• EXERCISE INPUTS
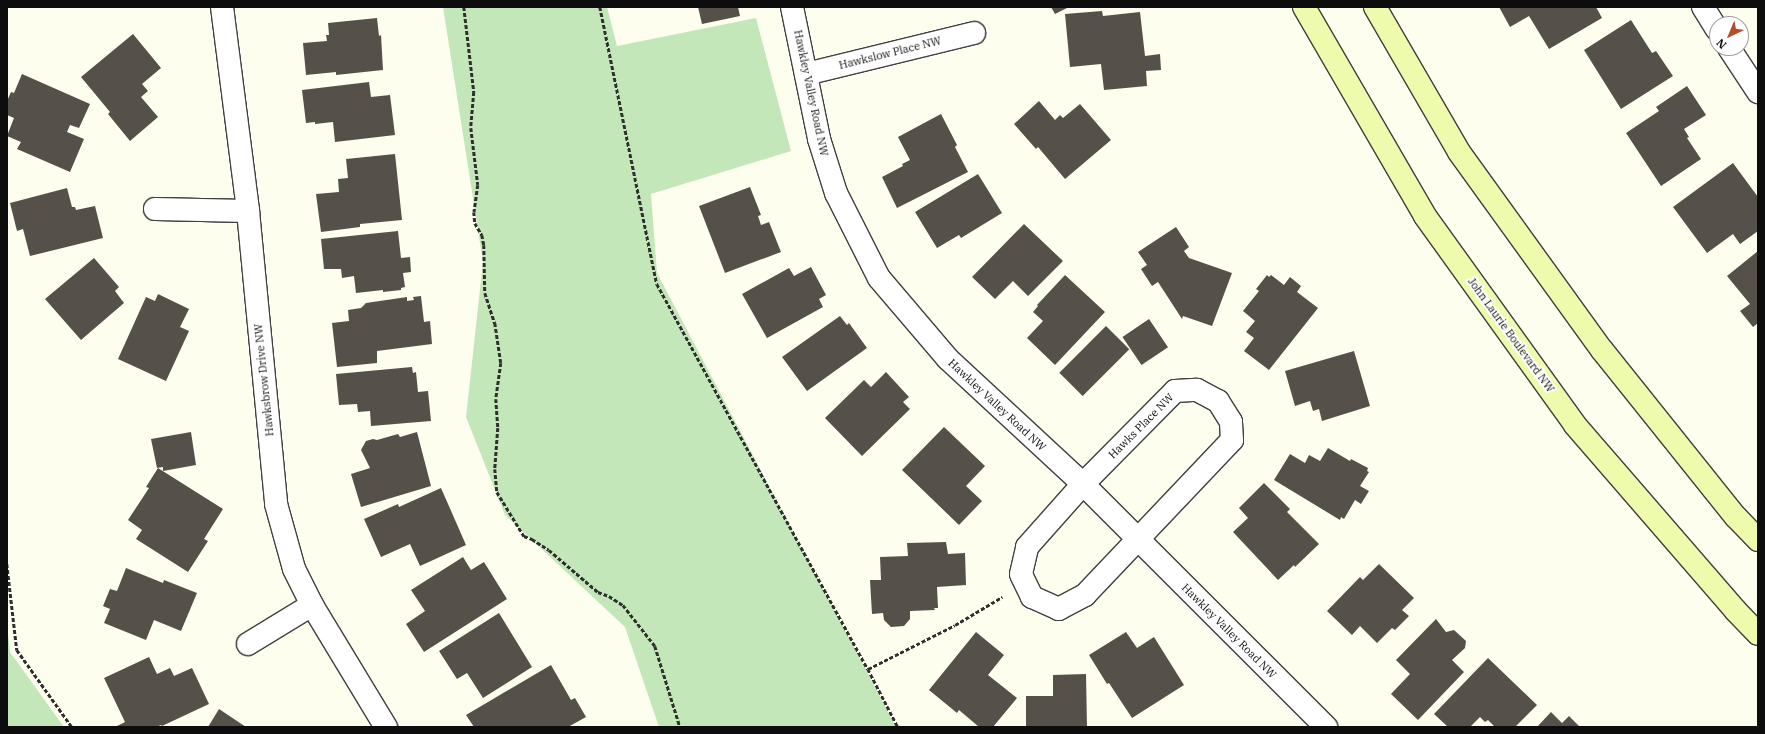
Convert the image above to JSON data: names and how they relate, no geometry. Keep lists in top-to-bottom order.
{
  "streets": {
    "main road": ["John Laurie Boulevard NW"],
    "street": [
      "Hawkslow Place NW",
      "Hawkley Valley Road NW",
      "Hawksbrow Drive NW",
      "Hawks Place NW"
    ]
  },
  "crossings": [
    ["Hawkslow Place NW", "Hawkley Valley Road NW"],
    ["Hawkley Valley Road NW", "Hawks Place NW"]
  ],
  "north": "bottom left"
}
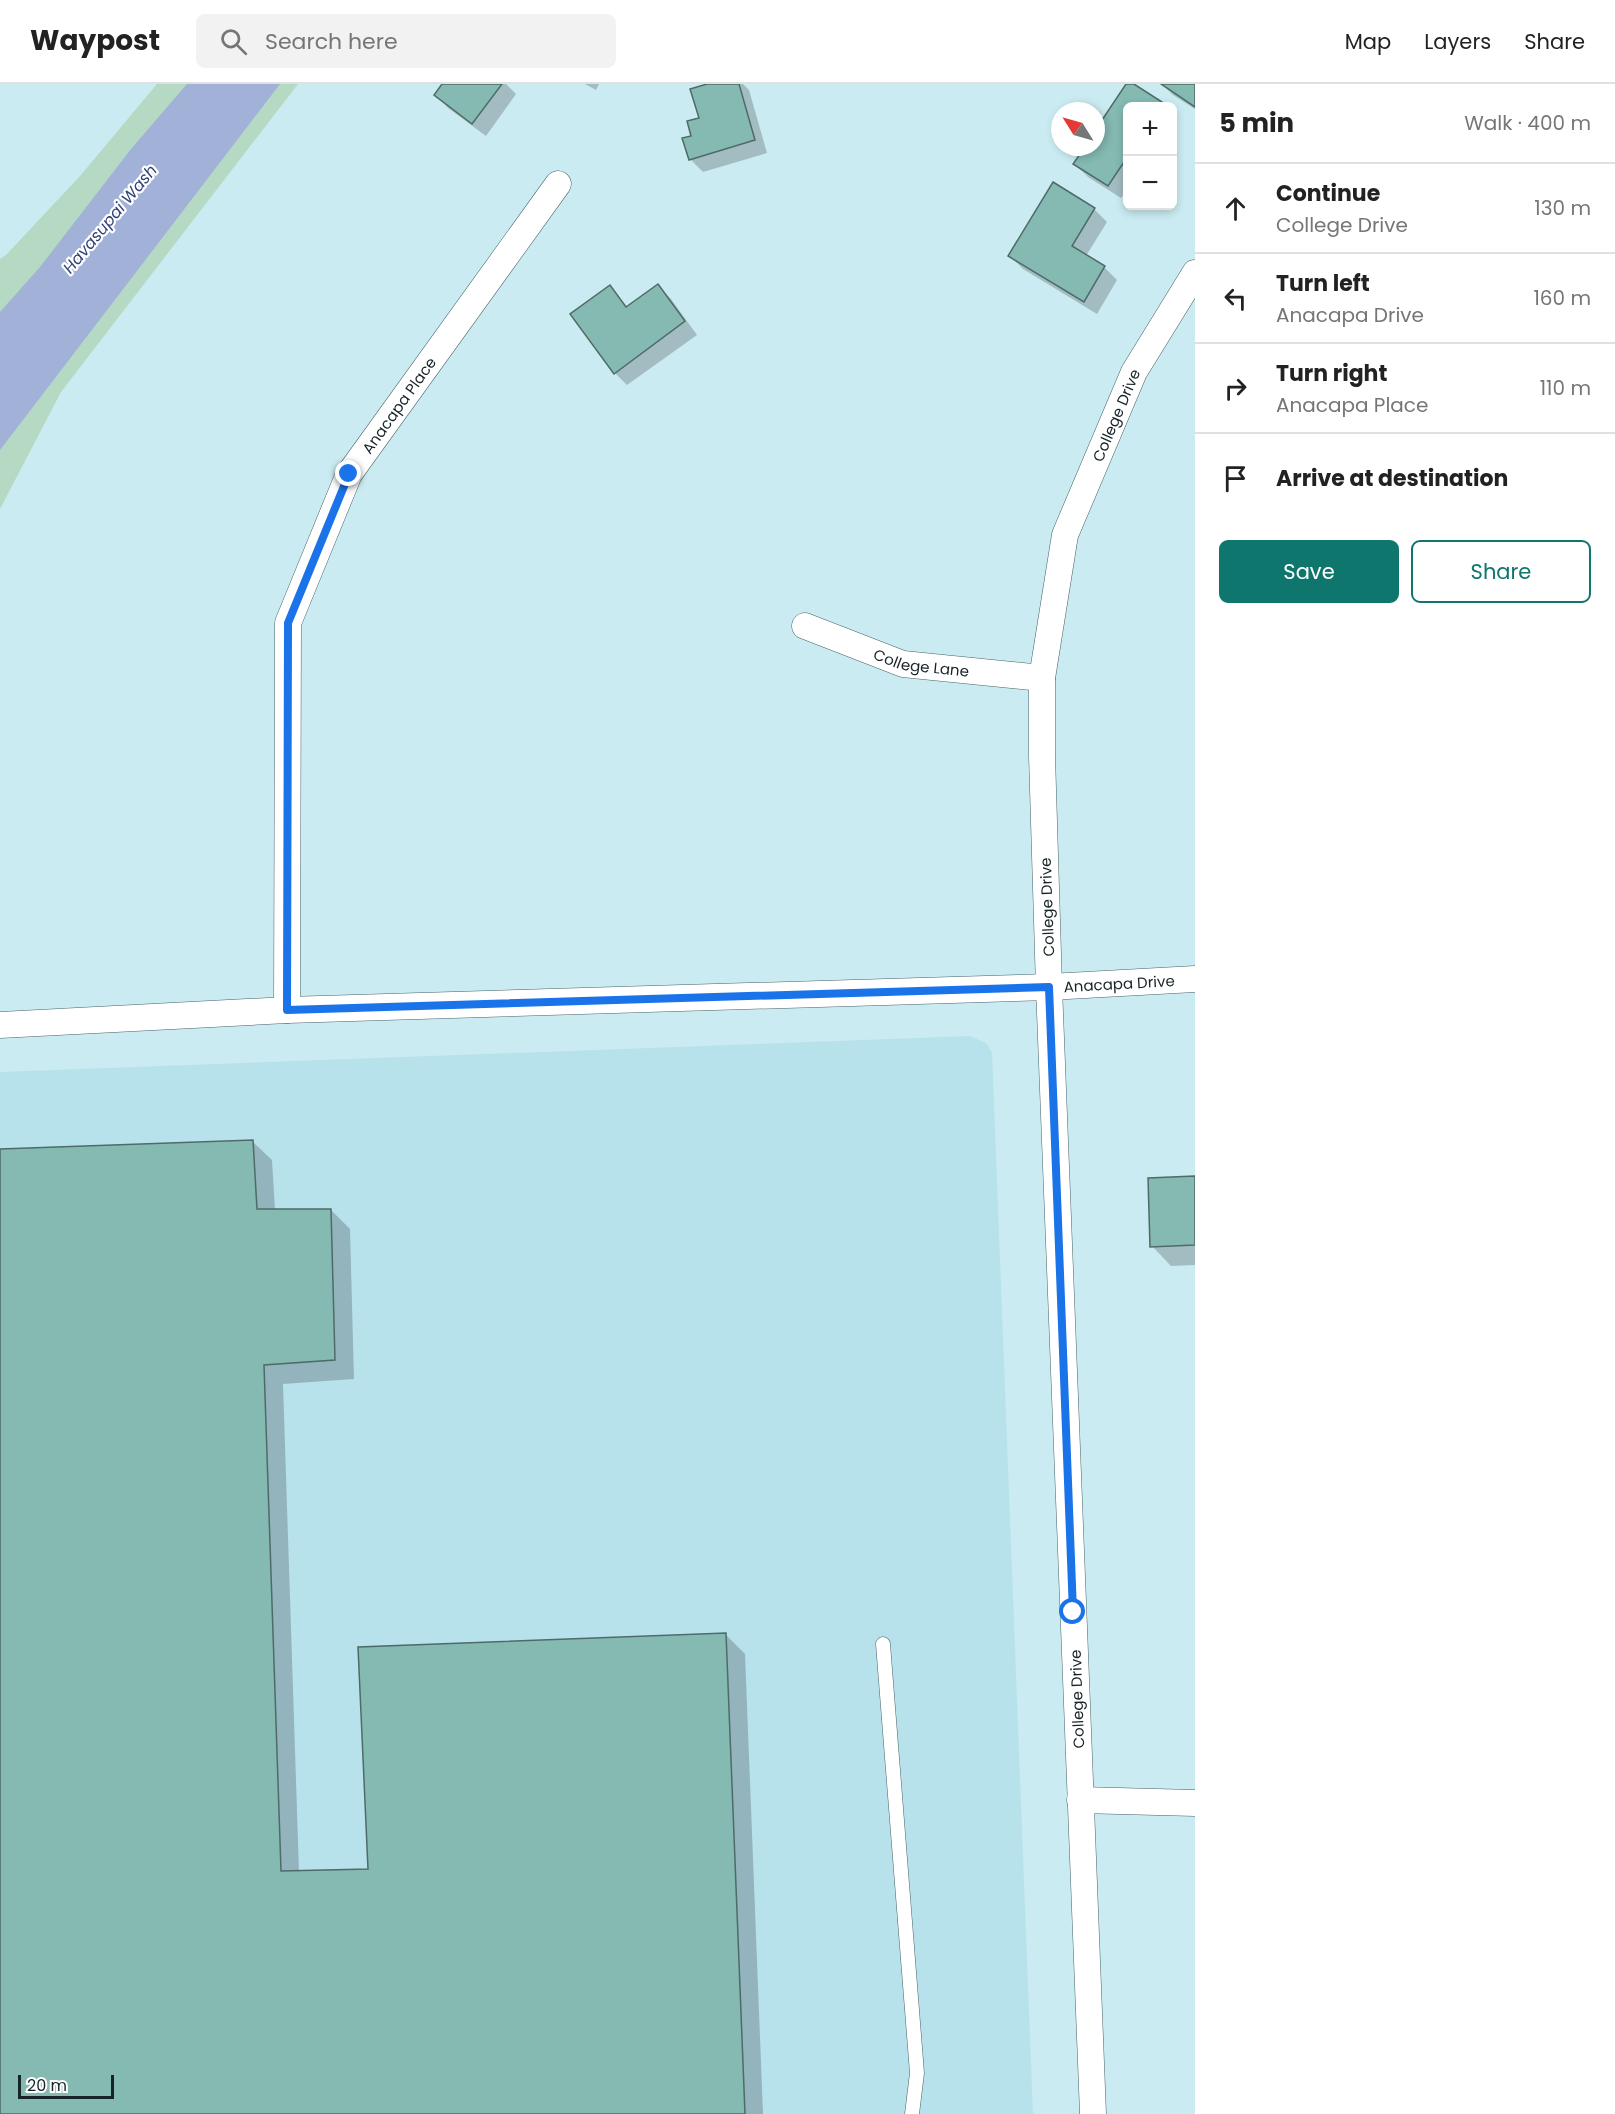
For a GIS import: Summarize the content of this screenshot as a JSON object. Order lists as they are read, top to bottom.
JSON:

• BRIEF
Your task is to repeat the data above exactly while excluding the pictures.

• ANSWER SPACE
Convert the image above to JSON data: names and how they relate, no geometry. Keep lists in top-to-bottom order.
{
  "streets": {
    "main road": ["John Laurie Boulevard NW"],
    "street": [
      "Hawkslow Place NW",
      "Hawkley Valley Road NW",
      "Hawksbrow Drive NW",
      "Hawks Place NW"
    ]
  },
  "crossings": [
    ["Hawkslow Place NW", "Hawkley Valley Road NW"],
    ["Hawkley Valley Road NW", "Hawks Place NW"]
  ],
  "north": "bottom left"
}
For a GIS import: Summarize the content of this screenshot as a JSON object. Order lists as they are read, top to bottom.
JSON:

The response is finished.